Source-Based Screening
The first phase includes source-level and domain-level screening. Our internal research found over 1500 domain sources of fake news, misinformation, and heavily biased content. This research leveraged professionally curated lists of unreliable media sources, as well as our own analyst reviews. Between 1-3% of our news archive content is attributable to unreliable sources. By combining data-driven analysis with manual analyst review, Quantifind is able to identify the most harmful sources of fake news and filter them from our risk alerting. Our targeted review process identified 52 domains that are the worst propagators of fake and unreliable content and removed them completely from our screening results.
Document Level Screening
The next phase in the process is document-level screening using a text-based methodology. There are a few advantages to this approach that complement the source-based implementation. Not all sources fall into a binary label of reliable and unreliable; there is a spectrum at the article level where a single source may have a mixture of thoroughly fact-checked news content and less reliable content. We don’t want to remove all results from a given source if only a small percentage of the content is unreliable. In these cases, Quantifind can identify the specific articles that are a problem instead of labeling at the source level only.
Another motivation for document-level analysis is the risk of domain name changes or URL spoofing. Sites propagating fake news are known to change their domain once they’ve been identified by a fact-checking outlet. URL hijacking is another known tactic for disinformation to appear to be legitimate news from credible sources. The advantage of document-level detection is that it evaluates the content and not just the source.
Quantifind has developed AI-driven models and algorithms to classify documents based on textual features. The first focuses on identifying editorial and opinion pieces that are less relevant to adverse media screening. Using a rules-based approach to parsing article URLs, we were able to characterize over 4,000 documents as opinion pieces with greater than 90% precision. This strategy can be used to label certain documents as opinion so that an investigator is aware of that context when reviewing the article.
The second identifies patterns within features of the articles’ text that distinguish reliable vs. unreliable content. Our model utilizes syntax features such as number of words per sentence and readability, lexical features such as types of pronouns used, and psycholinguistic features such as the amount of positive or negative emotionalism. The power of a machine learning algorithm is that by combining many features with slight predictive power it can discover accurate patterns that would otherwise be unnoticeable.
AI-Powered Fake News Detection
Quantifind is able to correctly characterize fake news on a representative set of labeled training data. These results illustrate how patterns can be detected to distinguish between reliable and unreliable content. For this example, the “fake” category includes content that is fake, heavily biased, unreliable, or clickbait.
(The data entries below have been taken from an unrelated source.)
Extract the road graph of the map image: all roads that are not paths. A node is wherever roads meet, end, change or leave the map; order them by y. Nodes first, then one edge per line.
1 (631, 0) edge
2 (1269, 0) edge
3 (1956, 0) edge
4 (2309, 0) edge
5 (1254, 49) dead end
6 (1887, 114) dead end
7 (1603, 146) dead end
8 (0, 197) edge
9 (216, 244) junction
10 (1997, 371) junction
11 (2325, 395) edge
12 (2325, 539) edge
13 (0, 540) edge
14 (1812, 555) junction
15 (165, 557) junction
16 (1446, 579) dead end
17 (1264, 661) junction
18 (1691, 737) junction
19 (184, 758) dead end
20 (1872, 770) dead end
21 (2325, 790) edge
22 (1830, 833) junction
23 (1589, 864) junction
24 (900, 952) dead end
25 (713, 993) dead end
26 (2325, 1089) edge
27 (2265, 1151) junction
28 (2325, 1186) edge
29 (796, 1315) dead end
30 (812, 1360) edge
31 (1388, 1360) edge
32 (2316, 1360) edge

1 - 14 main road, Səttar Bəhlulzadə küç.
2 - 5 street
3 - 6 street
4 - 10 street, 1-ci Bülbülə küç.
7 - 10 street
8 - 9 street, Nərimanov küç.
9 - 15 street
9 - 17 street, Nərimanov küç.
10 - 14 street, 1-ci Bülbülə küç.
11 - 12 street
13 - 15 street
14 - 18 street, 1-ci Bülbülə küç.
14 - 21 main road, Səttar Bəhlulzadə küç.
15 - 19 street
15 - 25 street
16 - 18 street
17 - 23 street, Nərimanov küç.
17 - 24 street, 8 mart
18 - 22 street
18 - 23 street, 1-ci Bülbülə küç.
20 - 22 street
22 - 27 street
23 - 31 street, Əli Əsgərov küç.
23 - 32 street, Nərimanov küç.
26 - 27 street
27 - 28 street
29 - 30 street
After combining a group of relevant features the model was able to differentiate the real and fake content. The model was much more likely to give real content a low probability of being fake.
Quantifind will eventually be able to label unreliable content at the document level within our investigation interface. Doing so boosts efficiency by removing false signals found in untrustworthy claims, leaving the investigator with only the most relevant alerts.
With thousands of articles posted on an hourly basis, across continents and languages, there is a wealth of data to which intelligent analytics can be applied to help detect potential risks of financial risk and crime. Quantifind has developed its search algorithms explicitly to work with all types of public content to leverage its value while preventing the use of unreliable information.